I have a strong belief in Ofbiz and am actively trying to create a business
around it. Unfortunately I am not yet making "pretty good money from it".
But I would appreciate an education from those who are.
I feel that the decision to migrate to ASF should be one that David and Andy
are totally comfortable with.
I believe the product is ready for the broader visibility and I also with
Yoav Shapira's view that Ofbiz will be better in a few months and even
better again some months after that. I am sure the product will stand up to
scrutiny now.
I have a keen interest in the move to the Apache 2.0 licence and would like
to offer what assistance/time I can to aid this process.
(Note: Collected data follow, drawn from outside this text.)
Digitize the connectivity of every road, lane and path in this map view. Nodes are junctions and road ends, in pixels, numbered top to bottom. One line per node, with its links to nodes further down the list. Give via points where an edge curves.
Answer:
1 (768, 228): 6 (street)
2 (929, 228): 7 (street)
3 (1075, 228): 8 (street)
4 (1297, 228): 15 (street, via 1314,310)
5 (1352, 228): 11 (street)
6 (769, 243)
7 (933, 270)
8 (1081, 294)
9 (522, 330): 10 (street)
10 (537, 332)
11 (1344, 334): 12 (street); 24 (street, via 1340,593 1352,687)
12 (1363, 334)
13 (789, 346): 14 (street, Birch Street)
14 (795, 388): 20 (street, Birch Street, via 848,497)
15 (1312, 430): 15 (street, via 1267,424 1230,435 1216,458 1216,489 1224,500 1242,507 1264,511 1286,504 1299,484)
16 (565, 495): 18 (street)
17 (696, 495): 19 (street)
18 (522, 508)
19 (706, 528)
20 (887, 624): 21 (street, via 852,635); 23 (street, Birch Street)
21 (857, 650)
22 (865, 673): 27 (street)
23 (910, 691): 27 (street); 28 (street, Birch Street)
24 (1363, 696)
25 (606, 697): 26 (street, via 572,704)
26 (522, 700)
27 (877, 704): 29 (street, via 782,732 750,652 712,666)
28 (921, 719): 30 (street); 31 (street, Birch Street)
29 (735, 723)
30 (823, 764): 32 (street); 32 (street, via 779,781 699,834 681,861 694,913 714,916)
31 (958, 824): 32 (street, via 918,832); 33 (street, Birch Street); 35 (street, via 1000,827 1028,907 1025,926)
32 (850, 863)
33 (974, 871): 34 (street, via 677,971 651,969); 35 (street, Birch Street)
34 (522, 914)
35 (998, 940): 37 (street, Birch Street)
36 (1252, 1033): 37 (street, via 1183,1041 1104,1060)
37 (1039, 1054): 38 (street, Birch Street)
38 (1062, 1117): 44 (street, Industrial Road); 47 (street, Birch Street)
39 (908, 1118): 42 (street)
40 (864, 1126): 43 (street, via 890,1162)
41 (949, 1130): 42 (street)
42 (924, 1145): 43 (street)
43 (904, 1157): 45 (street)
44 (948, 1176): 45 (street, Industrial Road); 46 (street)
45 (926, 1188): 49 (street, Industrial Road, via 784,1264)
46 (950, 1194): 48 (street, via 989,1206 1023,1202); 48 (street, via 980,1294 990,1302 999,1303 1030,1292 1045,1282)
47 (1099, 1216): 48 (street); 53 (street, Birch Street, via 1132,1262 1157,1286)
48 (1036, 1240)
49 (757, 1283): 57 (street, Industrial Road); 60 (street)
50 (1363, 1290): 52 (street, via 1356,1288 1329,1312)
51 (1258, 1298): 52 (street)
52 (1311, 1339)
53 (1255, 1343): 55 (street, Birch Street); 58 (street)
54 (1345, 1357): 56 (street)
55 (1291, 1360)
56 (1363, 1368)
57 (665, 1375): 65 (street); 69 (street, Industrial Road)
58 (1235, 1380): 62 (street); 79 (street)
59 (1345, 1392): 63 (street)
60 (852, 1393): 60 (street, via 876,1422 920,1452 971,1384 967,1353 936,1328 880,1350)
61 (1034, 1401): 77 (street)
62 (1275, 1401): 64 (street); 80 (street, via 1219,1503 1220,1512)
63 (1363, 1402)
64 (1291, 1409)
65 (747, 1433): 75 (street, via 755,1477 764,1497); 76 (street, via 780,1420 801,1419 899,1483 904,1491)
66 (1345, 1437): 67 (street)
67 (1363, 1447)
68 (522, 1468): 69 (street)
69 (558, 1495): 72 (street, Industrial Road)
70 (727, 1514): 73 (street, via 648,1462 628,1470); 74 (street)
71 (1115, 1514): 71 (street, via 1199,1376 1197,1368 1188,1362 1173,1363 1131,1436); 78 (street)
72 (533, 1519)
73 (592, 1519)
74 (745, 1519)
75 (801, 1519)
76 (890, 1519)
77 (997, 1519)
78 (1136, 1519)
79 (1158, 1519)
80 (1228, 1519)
If I can help please let me know.
David Garrett
-----Original Message-----
From:
[hidden email] [mailto:
[hidden email]]
On Behalf Of David E. Jones
Sent: Saturday, 3 December 2005 12:36 PM
To: OFBiz Users / Usage Discussion
Subject: Re: [OFBiz] Users - Apache Software Foundation
On Dec 2, 2005, at 5:26 AM, Yoav Shapira wrote:
>> going fairly well and I'm aware of dozens of consulting and other
>> companies that are making pretty good money based on OFBiz-based
>> services and solutions.
>
> Are you in touch with any of them? Do they have people who post (or
> lurk) on the dev/user lists?
You probably saw the response from Andrew Sykes about this. There are quite
a few service provider companies and a few individuals that do consulting
based on OFBiz. My rough estimate now is around 40-50 that we know about.
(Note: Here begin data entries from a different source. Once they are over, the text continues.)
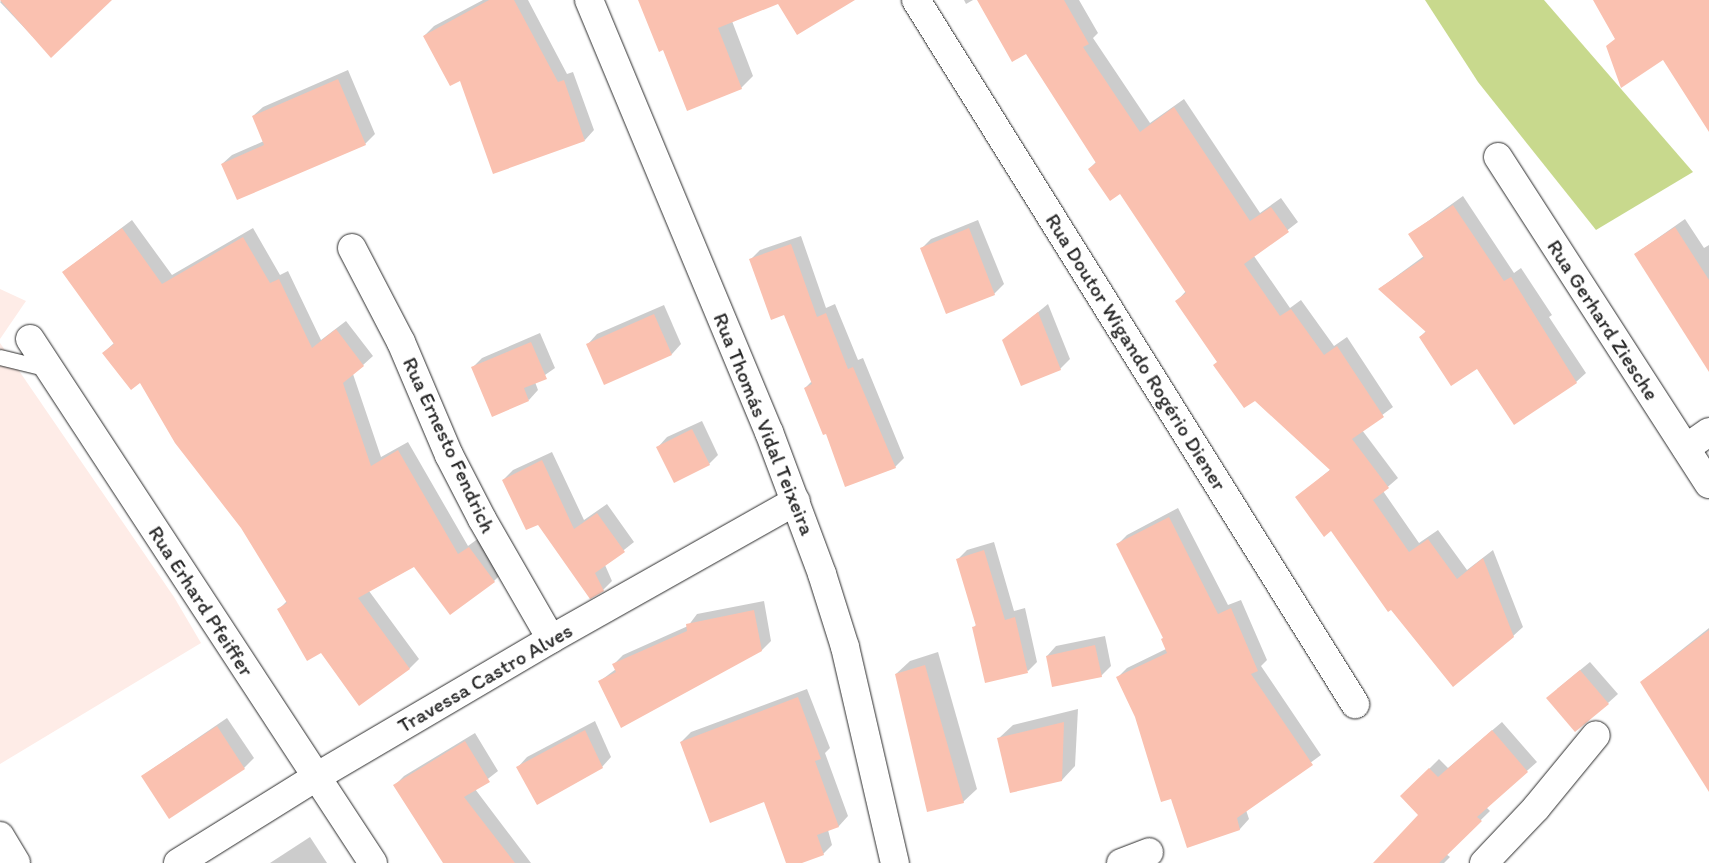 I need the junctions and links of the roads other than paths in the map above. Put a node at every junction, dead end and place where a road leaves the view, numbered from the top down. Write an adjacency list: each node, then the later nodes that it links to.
1 (589, 0): 11 (street, Rua Thomás Vidal Teixeira)
2 (916, 0): 13 (street, Rua Doutor Wigando Rogério Diener)
3 (1498, 157): 9 (street, Rua Gerhard Ziesche)
4 (352, 248): 12 (street, Rua Ernesto Fendrich)
5 (30, 339): 7 (street, Rua Erhard Pfeiffer)
6 (0, 357): 7 (lane)
7 (49, 369): 15 (street, Rua Erhard Pfeiffer)
8 (1709, 432): 9 (street)
9 (1686, 448): 10 (street, Rua Gerhard Ziesche)
10 (1709, 484)
11 (796, 501): 12 (street, Travessa Castro Alves); 21 (street, Rua Thomás Vidal Teixeira)
12 (550, 639): 15 (street, Travessa Castro Alves)
13 (1355, 704)
14 (1596, 735): 23 (street)
15 (316, 777): 19 (street, Travessa Castro Alves); 20 (street, Rua Erhard Pfeiffer)
16 (0, 836): 18 (street)
17 (1149, 852): 22 (street)
18 (16, 863)
19 (178, 863)
20 (372, 863)
21 (896, 863)
22 (1121, 863)
23 (1484, 863) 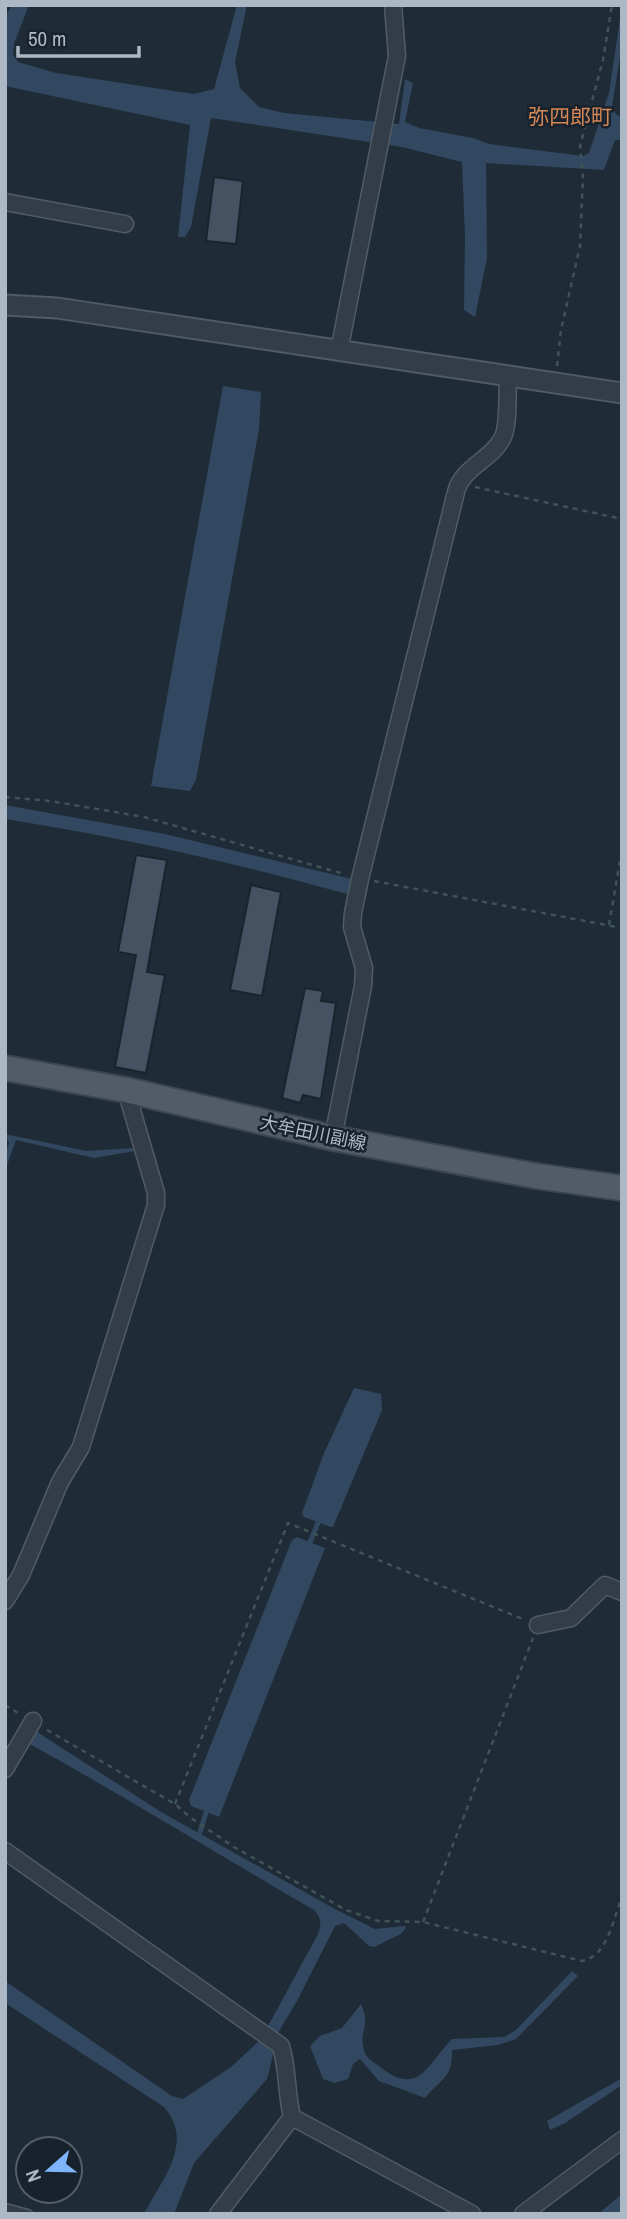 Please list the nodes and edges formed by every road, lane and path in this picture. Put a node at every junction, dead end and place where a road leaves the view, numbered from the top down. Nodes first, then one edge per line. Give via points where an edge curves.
1 (393, 5) edge
2 (612, 5) edge
3 (5, 202) edge
4 (125, 224) dead end
5 (5, 305) edge
6 (339, 351) junction
7 (508, 376) junction
8 (555, 383) junction
9 (622, 393) edge
10 (458, 484) junction
11 (622, 519) edge
12 (5, 797) edge
13 (622, 849) edge
14 (360, 878) junction
15 (608, 926) junction
16 (622, 928) edge
17 (5, 1068) edge
18 (126, 1090) junction
19 (333, 1138) junction
20 (622, 1188) edge
21 (622, 1592) edge
22 (5, 1601) edge
23 (538, 1625) junction
24 (5, 1705) edge
25 (31, 1725) junction
26 (5, 1769) edge
27 (175, 1804) junction
28 (5, 1851) edge
29 (622, 1897) edge
30 (423, 1922) junction
31 (292, 2117) junction
32 (622, 2140) edge
33 (5, 2208) edge
34 (28, 2214) edge
35 (218, 2214) edge
36 (472, 2214) edge
37 (523, 2214) edge

1 - 6 street via 397,56
2 - 8 path via 580,146 580,246 561,330
3 - 4 street
5 - 6 street via 57,308
6 - 7 street
7 - 8 street
7 - 10 street via 505,435
8 - 9 street
10 - 11 path
10 - 14 street
12 - 14 path via 144,817
13 - 15 path
14 - 15 path
14 - 19 street via 352,927 364,968 363,986
15 - 16 path
17 - 18 main road, 大牟田川副線
18 - 19 main road, 大牟田川副線
18 - 22 street via 156,1205 81,1447
19 - 20 main road, 大牟田川副線
21 - 23 street via 605,1585 571,1618
23 - 27 path via 288,1523
23 - 30 path
24 - 25 path
25 - 26 street
25 - 27 path
27 - 30 path via 234,1847 346,1910 378,1921
28 - 31 street via 281,2046
29 - 30 path via 601,1952 582,1961
31 - 35 street
31 - 36 street
32 - 37 street
33 - 34 lane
There are many that "lurk" on the mailing lists and participate from time to
time, especially if they see an opportunity to collaborate or if certain
issues coincide with different parts of their development cycle. There are
various others that are pretty active on the mailing lists and with code and
bug report/fix contributions, but a smaller number, perhaps 2 dozen people.
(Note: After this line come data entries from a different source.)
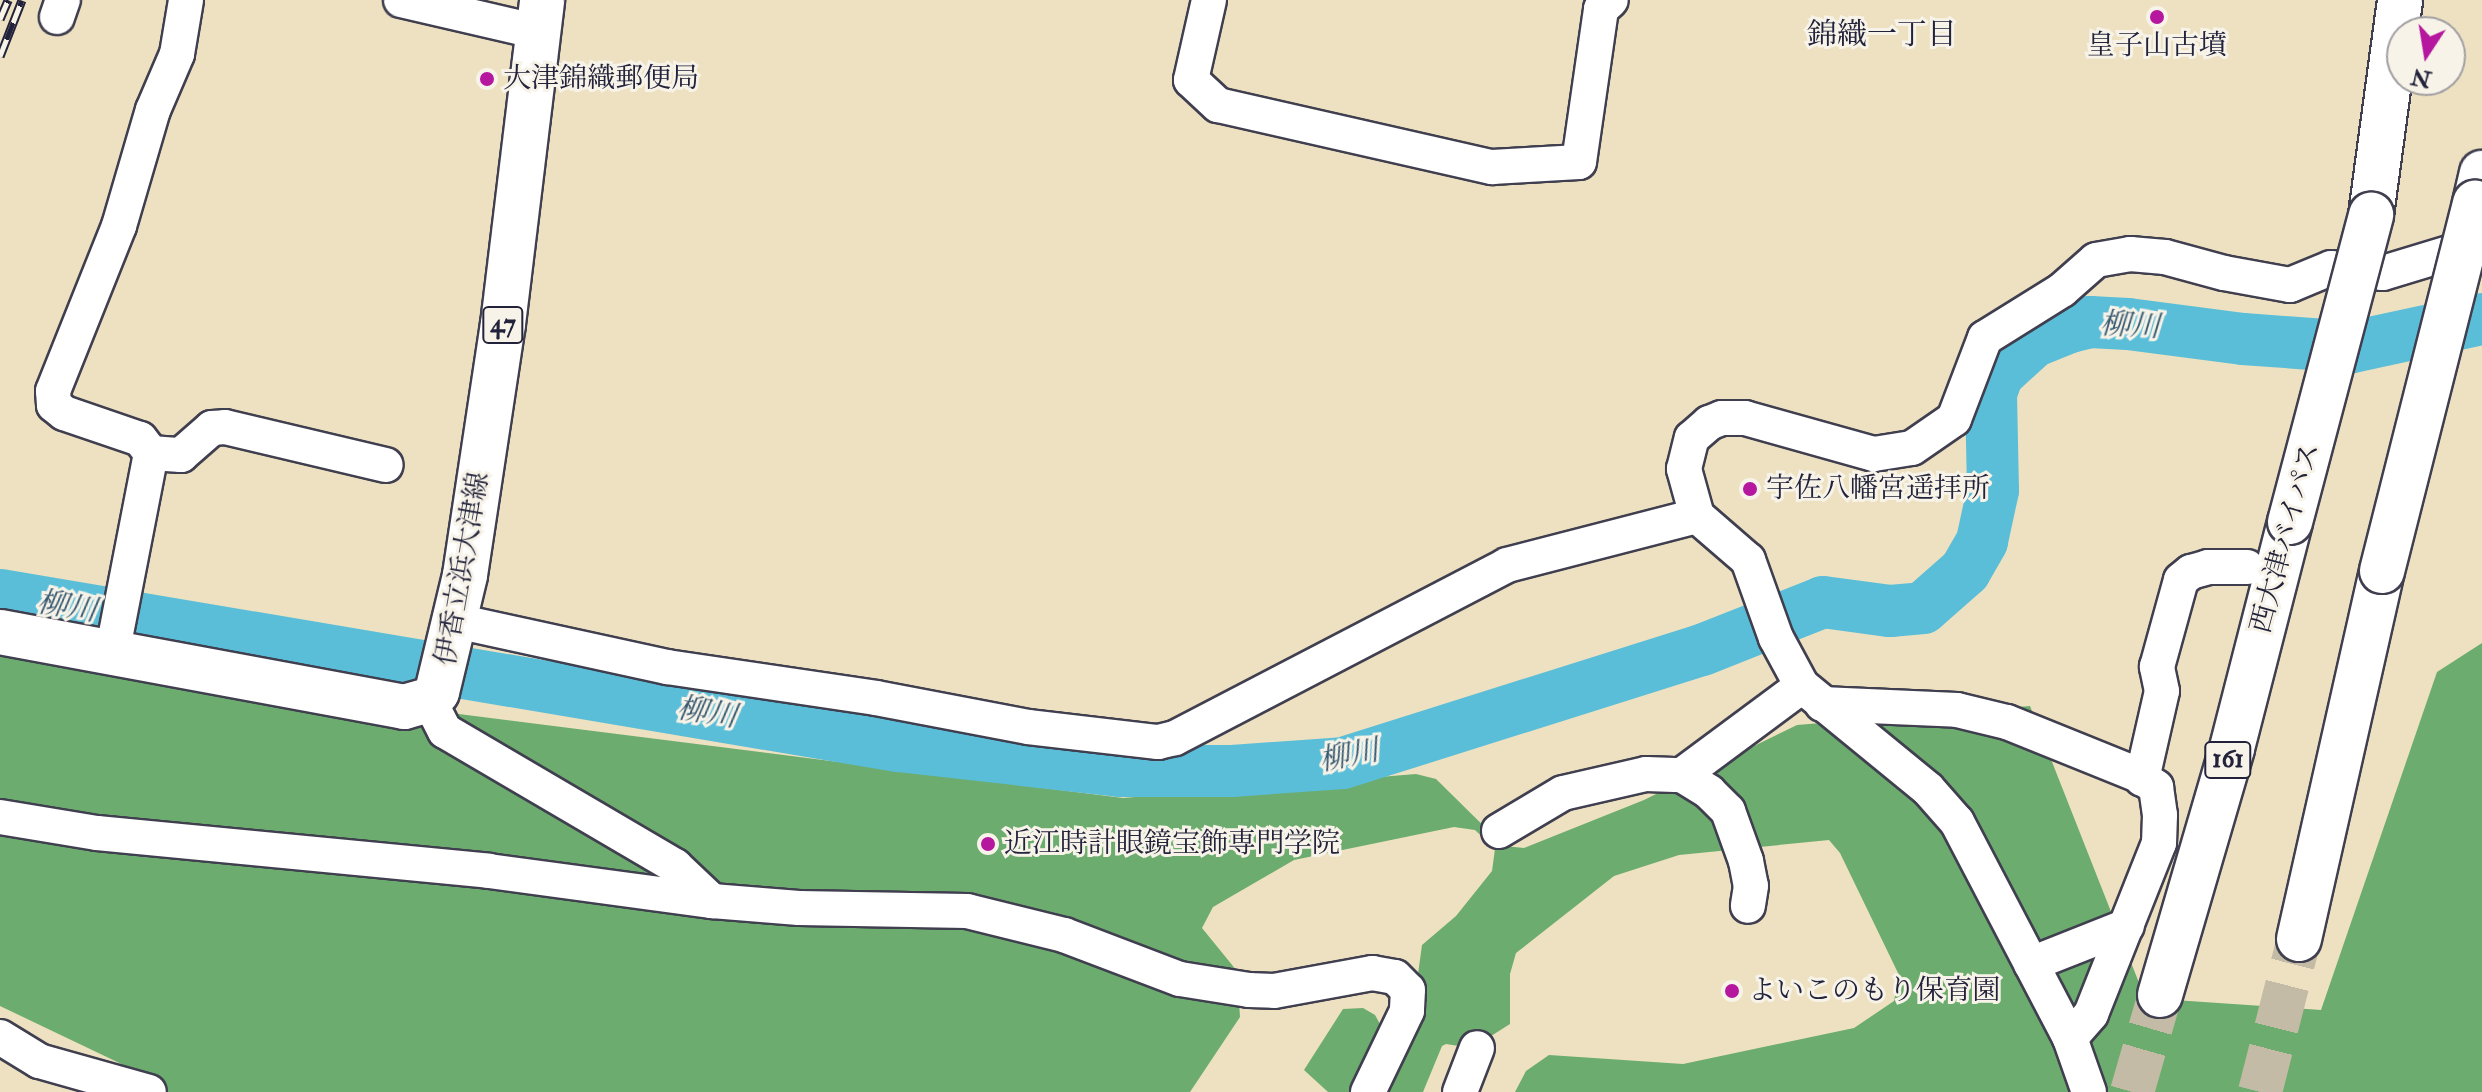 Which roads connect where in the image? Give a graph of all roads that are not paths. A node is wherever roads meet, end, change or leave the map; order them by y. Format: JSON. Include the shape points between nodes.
{"nodes":[{"id":1,"x":186,"y":0,"type":"edge"},
{"id":2,"x":401,"y":0,"type":"edge"},
{"id":3,"x":1209,"y":0,"type":"edge"},
{"id":4,"x":1611,"y":0,"type":"edge"},
{"id":5,"x":2400,"y":0,"type":"edge"},
{"id":6,"x":541,"y":16,"type":"edge"},
{"id":7,"x":2403,"y":96,"type":"edge"},
{"id":8,"x":2480,"y":188,"type":"edge"},
{"id":9,"x":2371,"y":215,"type":"junction"},
{"id":10,"x":2482,"y":249,"type":"edge"},
{"id":11,"x":151,"y":453,"type":"junction"},
{"id":12,"x":386,"y":465,"type":"dead end"},
{"id":13,"x":1697,"y":516,"type":"junction"},
{"id":14,"x":2247,"y":567,"type":"dead end"},
{"id":15,"x":0,"y":632,"type":"edge"},
{"id":16,"x":114,"y":644,"type":"junction"},
{"id":17,"x":444,"y":662,"type":"junction"},
{"id":18,"x":1812,"y":695,"type":"junction"},
{"id":19,"x":1682,"y":775,"type":"junction"},
{"id":20,"x":2142,"y":779,"type":"junction"},
{"id":21,"x":0,"y":817,"type":"edge"},
{"id":22,"x":1499,"y":831,"type":"dead end"},
{"id":23,"x":712,"y":901,"type":"junction"},
{"id":24,"x":1748,"y":906,"type":"dead end"},
{"id":25,"x":2127,"y":926,"type":"junction"},
{"id":26,"x":2299,"y":939,"type":"tunnel mouth"},
{"id":27,"x":2031,"y":964,"type":"junction"},
{"id":28,"x":2160,"y":995,"type":"tunnel mouth"},
{"id":29,"x":0,"y":1037,"type":"edge"},
{"id":30,"x":2070,"y":1038,"type":"junction"},
{"id":31,"x":1477,"y":1048,"type":"dead end"},
{"id":32,"x":149,"y":1092,"type":"edge"},
{"id":33,"x":1368,"y":1092,"type":"edge"},
{"id":34,"x":1460,"y":1092,"type":"edge"},
{"id":35,"x":2089,"y":1092,"type":"edge"}],
"edges":[{"from":1,"to":11,"type":"street","via":[[177,54],[153,110],[119,226],[53,391],[54,405],[64,413],[140,439]]},
{"from":2,"to":6,"type":"street"},
{"from":3,"to":4,"type":"street","via":[[1191,80],[1218,105],[1492,167],[1579,162],[1601,9]]},
{"from":5,"to":9,"type":"main road"},
{"from":6,"to":17,"type":"main road","name":"伊香立浜大津線","number":"47","via":[[503,324]]},
{"from":7,"to":9,"type":"main road","name":"西大津バイパス","number":"161"},
{"from":8,"to":26,"type":"main road","bridge":true,"via":[[2382,571]]},
{"from":9,"to":28,"type":"main road","name":"西大津バイパス","number":"161","bridge":true,"via":[[2232,748]]},
{"from":10,"to":13,"type":"street","via":[[2452,252],[2383,273],[2331,268],[2290,285],[2165,257],[2130,254],[2096,260],[2062,290],[1985,338],[1954,419],[1912,448],[1874,454],[1745,418],[1709,423],[1692,438],[1684,469]]},
{"from":11,"to":12,"type":"street","via":[[181,455],[212,428],[225,427]]},
{"from":11,"to":16,"type":"street"},
{"from":13,"to":17,"type":"street","via":[[1507,565],[1175,738],[1158,742],[1028,727],[667,667]]},
{"from":13,"to":18,"type":"street","via":[[1748,560],[1771,623]]},
{"from":14,"to":20,"type":"street","via":[[2208,567],[2181,580],[2157,667],[2162,691]]},
{"from":15,"to":16,"type":"main road","name":"伊香立浜大津線"},
{"from":16,"to":17,"type":"main road","name":"伊香立浜大津線","via":[[404,707]]},
{"from":17,"to":23,"type":"street","via":[[445,731],[675,866]]},
{"from":18,"to":19,"type":"street"},
{"from":18,"to":20,"type":"street","via":[[1957,710],[2007,722]]},
{"from":18,"to":27,"type":"street","via":[[1928,789],[1957,822]]},
{"from":19,"to":22,"type":"street","via":[[1646,774],[1563,793]]},
{"from":19,"to":24,"type":"street","via":[[1728,811],[1746,861]]},
{"from":20,"to":25,"type":"street","via":[[2156,787],[2159,843]]},
{"from":21,"to":23,"type":"street","via":[[140,838],[489,871]]},
{"from":23,"to":33,"type":"street","via":[[967,911],[1064,935],[1180,979],[1249,990],[1274,991],[1372,973],[1395,977],[1408,990],[1407,1011]]},
{"from":25,"to":27,"type":"street"},
{"from":25,"to":30,"type":"street","via":[[2091,1014]]},
{"from":27,"to":30,"type":"street"},
{"from":29,"to":32,"type":"street","via":[[39,1061]]},
{"from":30,"to":35,"type":"street"},
{"from":31,"to":34,"type":"street"}]}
Of course this group varies over time as people start and finish projects
and move on to other things or move into more of a maintenance mode and
such.
Another pretty big group that is involved in the OFBiz community are the
end-users of the software. Some of these companies have technical teams
in-house and interact more with the open source project, but many of them
only interact with the community and open source project through service
provider companies. We have various clients that use OFBiz in this way. They
turn to us or other service providers rather than going directly to the
project. I think this is actually a very important part of the OFBiz
community as these companies, even if they don't interact directly with the
project, provide a good percentage of the resources that drive the project
forward.
I just saw the email from Ian Gilbert about this. He is part of an
interesting type of end-user company that is smaller, but technically
advanced and quite ambitious. I've seen a few smaller groups like this do
amazing things with OFBiz when they have skilled and ambitious people to
deploy and take care of the software, but many of the users are a bit
bigger. What's neat is that some of these groups that started out smaller,
like Ian's group, are growing significantly and hopefully OFBiz will remain
a good fit through some pretty significant growth.